══ DATA FOR REVIEW
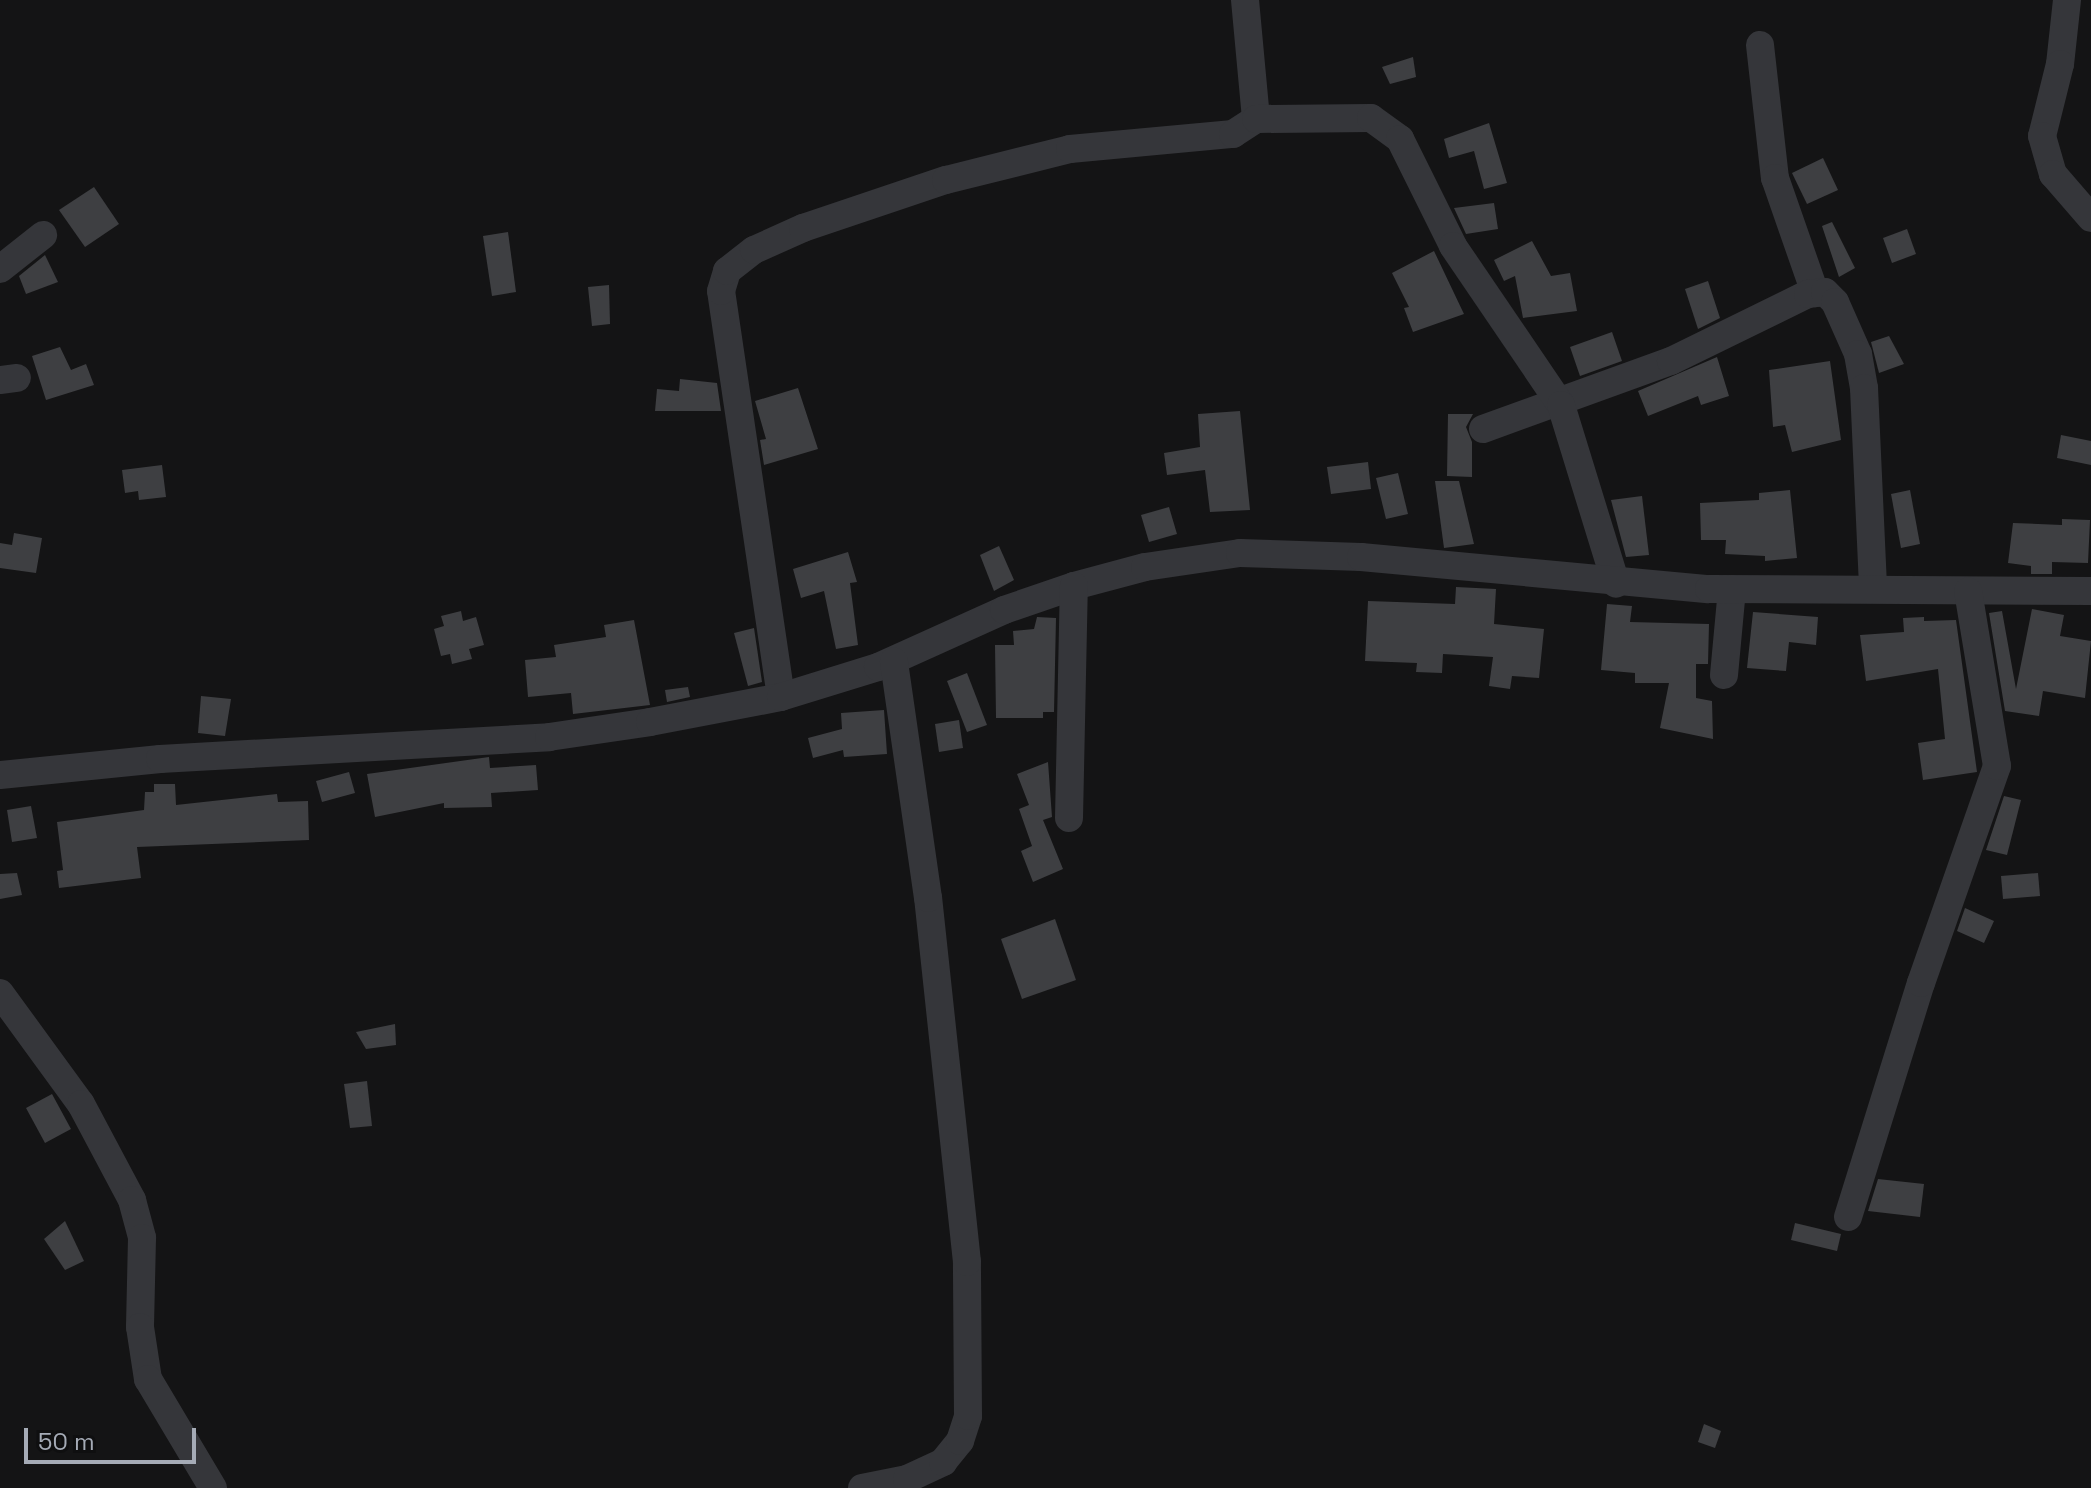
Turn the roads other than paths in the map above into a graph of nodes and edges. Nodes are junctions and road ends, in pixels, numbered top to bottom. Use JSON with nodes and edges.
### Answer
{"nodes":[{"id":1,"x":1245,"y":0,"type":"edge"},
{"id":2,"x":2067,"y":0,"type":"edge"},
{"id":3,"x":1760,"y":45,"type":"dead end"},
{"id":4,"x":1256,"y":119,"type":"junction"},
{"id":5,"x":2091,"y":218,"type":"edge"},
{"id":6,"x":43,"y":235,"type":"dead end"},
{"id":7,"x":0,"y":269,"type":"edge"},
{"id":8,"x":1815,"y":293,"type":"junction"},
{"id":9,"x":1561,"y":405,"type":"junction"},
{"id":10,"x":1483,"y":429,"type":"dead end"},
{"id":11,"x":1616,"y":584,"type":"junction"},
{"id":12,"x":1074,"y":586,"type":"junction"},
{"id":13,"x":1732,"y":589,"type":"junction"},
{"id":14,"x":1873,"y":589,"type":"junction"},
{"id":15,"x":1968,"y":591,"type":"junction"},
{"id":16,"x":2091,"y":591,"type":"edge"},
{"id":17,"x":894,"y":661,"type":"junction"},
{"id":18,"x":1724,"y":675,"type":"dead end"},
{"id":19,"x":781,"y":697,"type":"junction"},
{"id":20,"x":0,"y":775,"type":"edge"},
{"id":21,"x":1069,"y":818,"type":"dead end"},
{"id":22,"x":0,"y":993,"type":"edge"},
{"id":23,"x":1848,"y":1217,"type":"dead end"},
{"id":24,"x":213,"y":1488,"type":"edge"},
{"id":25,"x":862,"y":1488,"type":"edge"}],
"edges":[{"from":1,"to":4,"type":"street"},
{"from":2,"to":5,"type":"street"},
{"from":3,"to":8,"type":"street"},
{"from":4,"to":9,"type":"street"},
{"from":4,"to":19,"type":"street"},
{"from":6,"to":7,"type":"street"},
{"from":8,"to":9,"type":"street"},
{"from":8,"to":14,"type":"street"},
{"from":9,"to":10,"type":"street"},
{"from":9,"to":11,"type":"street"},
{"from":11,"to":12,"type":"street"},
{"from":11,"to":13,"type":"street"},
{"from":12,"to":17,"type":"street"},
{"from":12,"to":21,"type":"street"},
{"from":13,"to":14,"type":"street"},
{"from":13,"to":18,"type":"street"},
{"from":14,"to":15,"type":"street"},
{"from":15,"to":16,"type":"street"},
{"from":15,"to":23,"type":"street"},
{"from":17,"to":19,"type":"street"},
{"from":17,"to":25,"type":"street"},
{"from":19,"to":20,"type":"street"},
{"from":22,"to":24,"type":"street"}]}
════
> [WHAT TO WORK ON] Would you output all of the entries above exactly, keeping the pictures out?

> [WRITTEN SOLUTION]
Turn the roads other than paths in the map above into a graph of nodes and edges. Nodes are junctions and road ends, in pixels, numbered top to bottom. Use JSON with nodes and edges.
### Answer
{"nodes":[{"id":1,"x":1245,"y":0,"type":"edge"},
{"id":2,"x":2067,"y":0,"type":"edge"},
{"id":3,"x":1760,"y":45,"type":"dead end"},
{"id":4,"x":1256,"y":119,"type":"junction"},
{"id":5,"x":2091,"y":218,"type":"edge"},
{"id":6,"x":43,"y":235,"type":"dead end"},
{"id":7,"x":0,"y":269,"type":"edge"},
{"id":8,"x":1815,"y":293,"type":"junction"},
{"id":9,"x":1561,"y":405,"type":"junction"},
{"id":10,"x":1483,"y":429,"type":"dead end"},
{"id":11,"x":1616,"y":584,"type":"junction"},
{"id":12,"x":1074,"y":586,"type":"junction"},
{"id":13,"x":1732,"y":589,"type":"junction"},
{"id":14,"x":1873,"y":589,"type":"junction"},
{"id":15,"x":1968,"y":591,"type":"junction"},
{"id":16,"x":2091,"y":591,"type":"edge"},
{"id":17,"x":894,"y":661,"type":"junction"},
{"id":18,"x":1724,"y":675,"type":"dead end"},
{"id":19,"x":781,"y":697,"type":"junction"},
{"id":20,"x":0,"y":775,"type":"edge"},
{"id":21,"x":1069,"y":818,"type":"dead end"},
{"id":22,"x":0,"y":993,"type":"edge"},
{"id":23,"x":1848,"y":1217,"type":"dead end"},
{"id":24,"x":213,"y":1488,"type":"edge"},
{"id":25,"x":862,"y":1488,"type":"edge"}],
"edges":[{"from":1,"to":4,"type":"street"},
{"from":2,"to":5,"type":"street"},
{"from":3,"to":8,"type":"street"},
{"from":4,"to":9,"type":"street"},
{"from":4,"to":19,"type":"street"},
{"from":6,"to":7,"type":"street"},
{"from":8,"to":9,"type":"street"},
{"from":8,"to":14,"type":"street"},
{"from":9,"to":10,"type":"street"},
{"from":9,"to":11,"type":"street"},
{"from":11,"to":12,"type":"street"},
{"from":11,"to":13,"type":"street"},
{"from":12,"to":17,"type":"street"},
{"from":12,"to":21,"type":"street"},
{"from":13,"to":14,"type":"street"},
{"from":13,"to":18,"type":"street"},
{"from":14,"to":15,"type":"street"},
{"from":15,"to":16,"type":"street"},
{"from":15,"to":23,"type":"street"},
{"from":17,"to":19,"type":"street"},
{"from":17,"to":25,"type":"street"},
{"from":19,"to":20,"type":"street"},
{"from":22,"to":24,"type":"street"}]}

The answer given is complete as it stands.